Triglyceride Assay for Drosophila Metabolomics

The TAG assay was adapted from [72 (link)]. Multiple batches of 10 male flies each were processed for TAG analysis. A small scoop of zirconium beads and 300 μl of PBS, 0.05% Tween was added to each tube. The samples were then homogenised using a Precellys homogeniser. For protein estimation, 40 μl of homogenised sample was immediately collected and frozen. The remaining sample was heat inactivated for 10 minutes at 70°C. A volume of 200 μl of the heat-inactivated sample was transferred to fresh tubes.
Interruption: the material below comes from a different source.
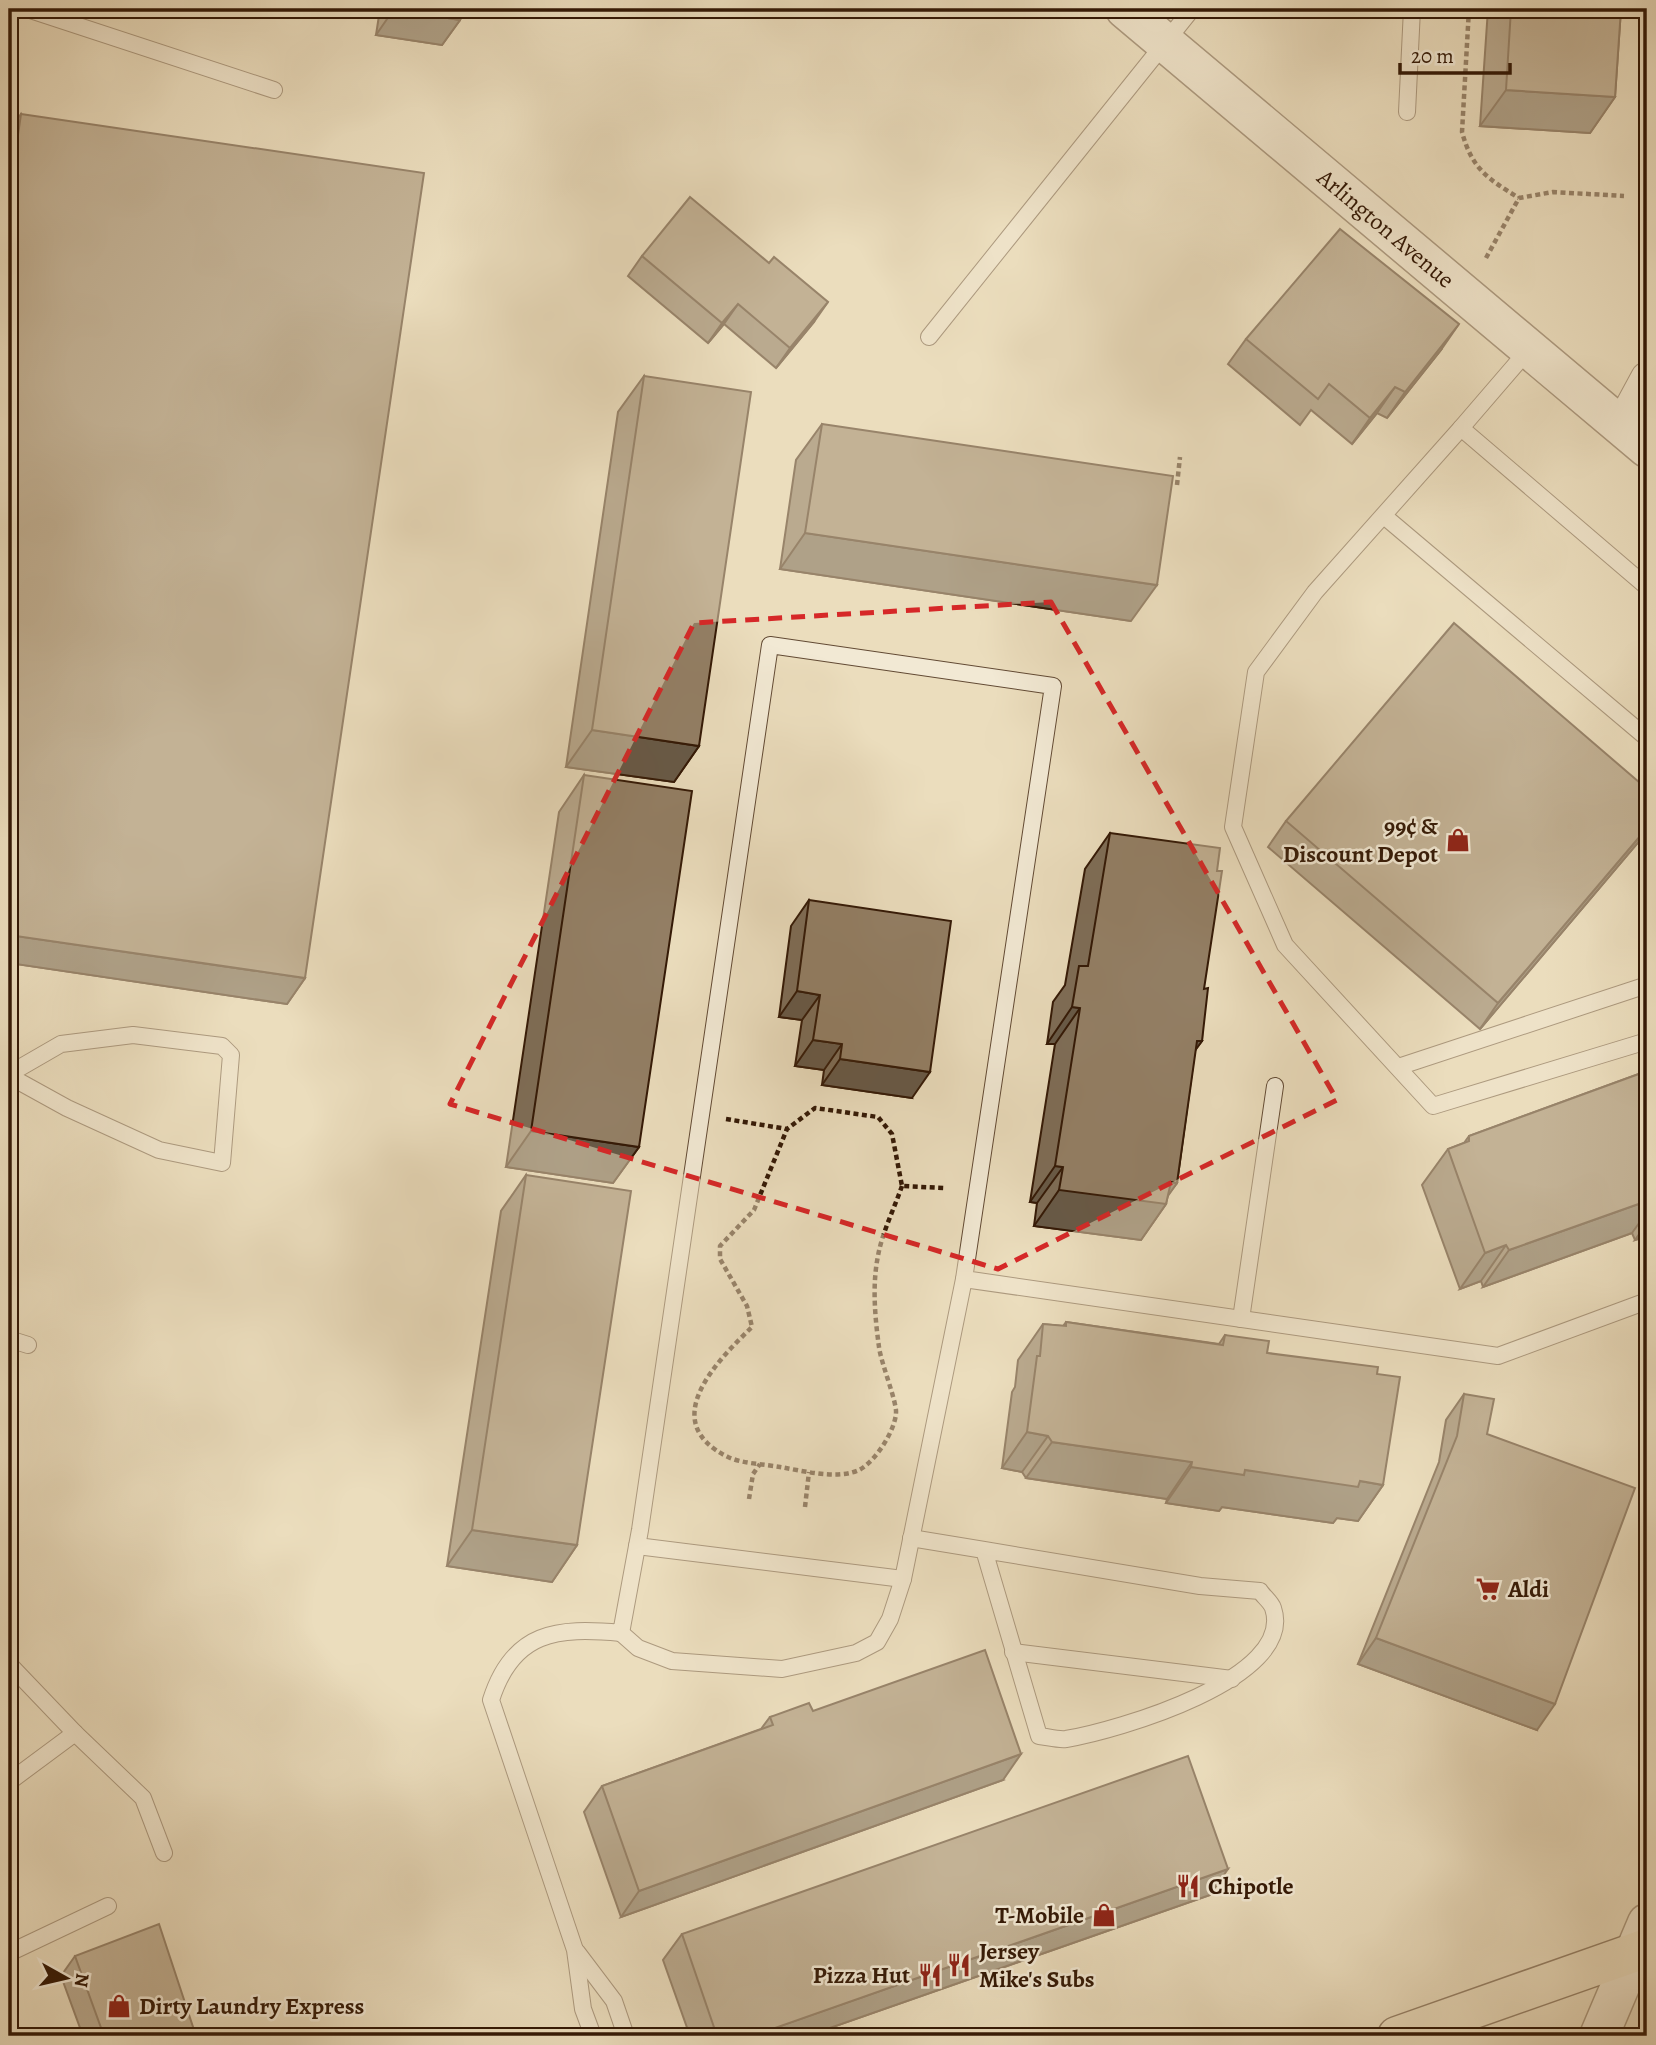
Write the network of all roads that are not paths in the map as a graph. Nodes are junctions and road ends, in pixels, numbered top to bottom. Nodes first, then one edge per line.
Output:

A volume of 4 μl of lipase (25 KU/mL; Merck; 437707) was added to each tube and mixed. The samples were then kept at 37°C overnight. After overnight incubation, the samples were centrifuged at 14,000 rpm for 3 minutes, and the supernatant collected. Each sample was then put in triplicates in a 96-well plate. Different concentrations of glycerol were used as standards. Prewarmed Free Glycerol reagent (Merck; F6428) was then added to the 96-well plate, and the plate was incubated at 37°C for 6 minutes. After a brief spin, absorbance measurements were taken at 540 nm using a Hidex Sense Plate Reader. The Bradford assay was used for protein estimation. Briefly, pre-heat-inactivated sample was centrifuged, and the supernatant put in triplicates in a 96-well plate. Bradford reagent was then added, and absorbance measurements taken at 600 nm.